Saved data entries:
%%

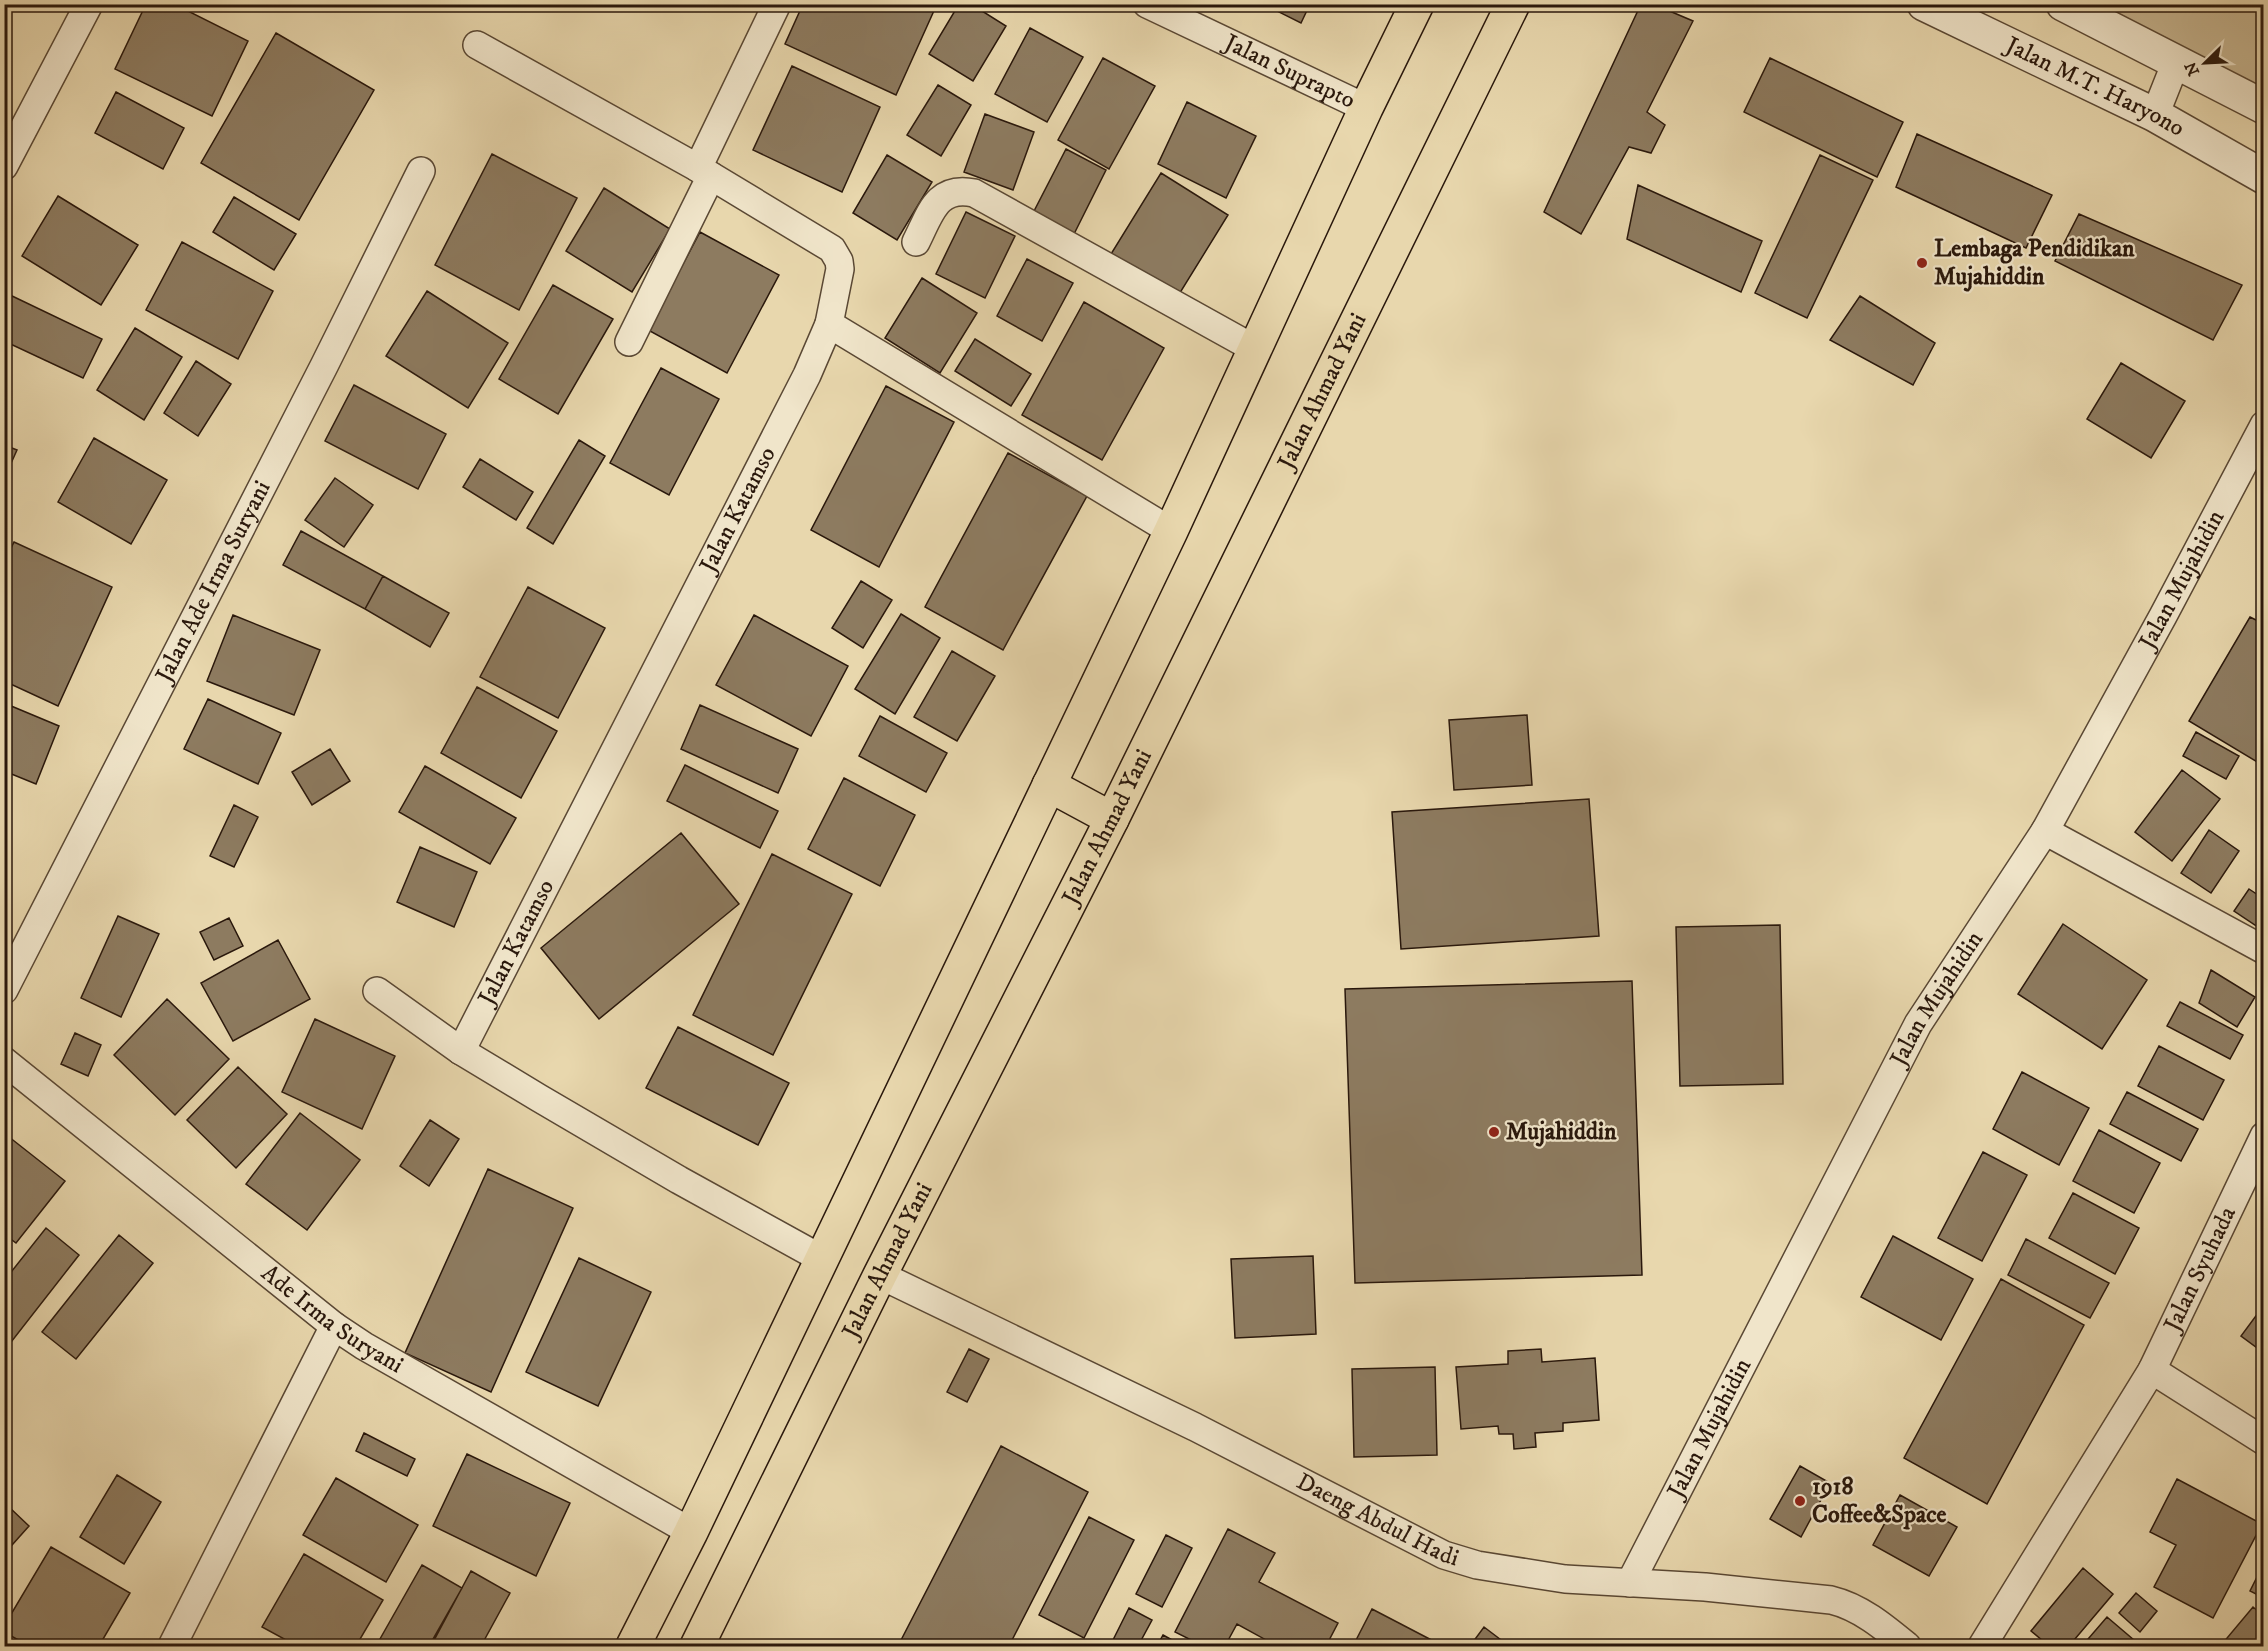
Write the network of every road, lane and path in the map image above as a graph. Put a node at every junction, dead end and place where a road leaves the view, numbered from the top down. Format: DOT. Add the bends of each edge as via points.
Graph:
graph roads {
  1 [pos="89,4"];
  2 [pos="777,4"];
  3 [pos="1147,4"];
  4 [pos="1417,4"];
  5 [pos="1513,4"];
  6 [pos="1924,4"];
  7 [pos="2063,4"];
  8 [pos="477,45"];
  9 [pos="2176,62"];
  10 [pos="2264,107"];
  11 [pos="1366,108"];
  12 [pos="2155,115"];
  13 [pos="4,166"];
  14 [pos="421,171"];
  15 [pos="705,172"];
  16 [pos="2264,177"];
  17 [pos="916,242"];
  18 [pos="828,324"];
  19 [pos="629,342"];
  20 [pos="1255,348"];
  21 [pos="2264,425"];
  22 [pos="1171,531"];
  23 [pos="1050,785"];
  24 [pos="1112,819"];
  25 [pos="2045,831"];
  26 [pos="2264,950"];
  27 [pos="4,990"];
  28 [pos="377,991"];
  29 [pos="461,1051"];
  30 [pos="4,1061"];
  31 [pos="2264,1136"];
  32 [pos="822,1259"];
  33 [pos="880,1275"];
  34 [pos="334,1326"];
  35 [pos="2152,1370"];
  36 [pos="2264,1442"];
  37 [pos="691,1532"];
  38 [pos="1630,1583"];
  39 [pos="172,1647"];
  40 [pos="633,1647"];
  41 [pos="697,1647"];
  42 [pos="1907,1647"];
  43 [pos="1982,1647"];
  1 -- 13 [label="street"];
  2 -- 15 [label="street"];
  3 -- 11 [label="street, Jalan Suprapto"];
  4 -- 11 [label="main road"];
  5 -- 24 [label="main road, Jalan Ahmad Yani"];
  6 -- 12 [label="street, Jalan M.T. Haryono"];
  7 -- 9 [label="street"];
  8 -- 15 [label="street, Jalan Katamso"];
  9 -- 10 [label="street"];
  9 -- 12 [label="street"];
  11 -- 20 [label="main road"];
  12 -- 16 [label="street, Jalan M.T. Haryono"];
  14 -- 27 [label="street, Jalan Ade Irma Suryani"];
  15 -- 18 [label="street, Jalan Katamso" via="826,244 836,254 840,269"];
  15 -- 19 [label="street"];
  17 -- 20 [label="street" via="941,198 953,191 974,193"];
  18 -- 22 [label="street"];
  18 -- 29 [label="street, Jalan Katamso" via="807,375"];
  20 -- 22 [label="main road"];
  21 -- 25 [label="street, Jalan Mujahidin"];
  22 -- 23 [label="main road"];
  23 -- 24 [label="main road"];
  23 -- 32 [label="main road"];
  24 -- 33 [label="main road, Jalan Ahmad Yani"];
  25 -- 26 [label="street"];
  25 -- 38 [label="street, Jalan Mujahidin" via="1918,1024"];
  28 -- 29 [label="street"];
  29 -- 32 [label="street"];
  30 -- 34 [label="street, Ade Irma Suryani"];
  31 -- 35 [label="street, Jalan Syuhada"];
  32 -- 37 [label="main road"];
  33 -- 38 [label="street, Daeng Abdul Hadi" via="1195,1427 1444,1555 1546,1577"];
  33 -- 41 [label="main road, Jalan Ahmad Yani"];
  34 -- 37 [label="street, Ade Irma Suryani"];
  34 -- 39 [label="street"];
  35 -- 36 [label="street"];
  35 -- 43 [label="street, Jalan Syuhada"];
  37 -- 40 [label="main road"];
  38 -- 42 [label="street, Daeng Abdul Hadi" via="1831,1600 1863,1613"];
}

%%

#### ACTIVITY
Output the records above exactly, leaving out pictures.

#### EXERCISE ANSWER
Write the network of every road, lane and path in the map image above as a graph. Put a node at every junction, dead end and place where a road leaves the view, numbered from the top down. Format: DOT. Add the bends of each edge as via points.
Graph:
graph roads {
  1 [pos="89,4"];
  2 [pos="777,4"];
  3 [pos="1147,4"];
  4 [pos="1417,4"];
  5 [pos="1513,4"];
  6 [pos="1924,4"];
  7 [pos="2063,4"];
  8 [pos="477,45"];
  9 [pos="2176,62"];
  10 [pos="2264,107"];
  11 [pos="1366,108"];
  12 [pos="2155,115"];
  13 [pos="4,166"];
  14 [pos="421,171"];
  15 [pos="705,172"];
  16 [pos="2264,177"];
  17 [pos="916,242"];
  18 [pos="828,324"];
  19 [pos="629,342"];
  20 [pos="1255,348"];
  21 [pos="2264,425"];
  22 [pos="1171,531"];
  23 [pos="1050,785"];
  24 [pos="1112,819"];
  25 [pos="2045,831"];
  26 [pos="2264,950"];
  27 [pos="4,990"];
  28 [pos="377,991"];
  29 [pos="461,1051"];
  30 [pos="4,1061"];
  31 [pos="2264,1136"];
  32 [pos="822,1259"];
  33 [pos="880,1275"];
  34 [pos="334,1326"];
  35 [pos="2152,1370"];
  36 [pos="2264,1442"];
  37 [pos="691,1532"];
  38 [pos="1630,1583"];
  39 [pos="172,1647"];
  40 [pos="633,1647"];
  41 [pos="697,1647"];
  42 [pos="1907,1647"];
  43 [pos="1982,1647"];
  1 -- 13 [label="street"];
  2 -- 15 [label="street"];
  3 -- 11 [label="street, Jalan Suprapto"];
  4 -- 11 [label="main road"];
  5 -- 24 [label="main road, Jalan Ahmad Yani"];
  6 -- 12 [label="street, Jalan M.T. Haryono"];
  7 -- 9 [label="street"];
  8 -- 15 [label="street, Jalan Katamso"];
  9 -- 10 [label="street"];
  9 -- 12 [label="street"];
  11 -- 20 [label="main road"];
  12 -- 16 [label="street, Jalan M.T. Haryono"];
  14 -- 27 [label="street, Jalan Ade Irma Suryani"];
  15 -- 18 [label="street, Jalan Katamso" via="826,244 836,254 840,269"];
  15 -- 19 [label="street"];
  17 -- 20 [label="street" via="941,198 953,191 974,193"];
  18 -- 22 [label="street"];
  18 -- 29 [label="street, Jalan Katamso" via="807,375"];
  20 -- 22 [label="main road"];
  21 -- 25 [label="street, Jalan Mujahidin"];
  22 -- 23 [label="main road"];
  23 -- 24 [label="main road"];
  23 -- 32 [label="main road"];
  24 -- 33 [label="main road, Jalan Ahmad Yani"];
  25 -- 26 [label="street"];
  25 -- 38 [label="street, Jalan Mujahidin" via="1918,1024"];
  28 -- 29 [label="street"];
  29 -- 32 [label="street"];
  30 -- 34 [label="street, Ade Irma Suryani"];
  31 -- 35 [label="street, Jalan Syuhada"];
  32 -- 37 [label="main road"];
  33 -- 38 [label="street, Daeng Abdul Hadi" via="1195,1427 1444,1555 1546,1577"];
  33 -- 41 [label="main road, Jalan Ahmad Yani"];
  34 -- 37 [label="street, Ade Irma Suryani"];
  34 -- 39 [label="street"];
  35 -- 36 [label="street"];
  35 -- 43 [label="street, Jalan Syuhada"];
  37 -- 40 [label="main road"];
  38 -- 42 [label="street, Daeng Abdul Hadi" via="1831,1600 1863,1613"];
}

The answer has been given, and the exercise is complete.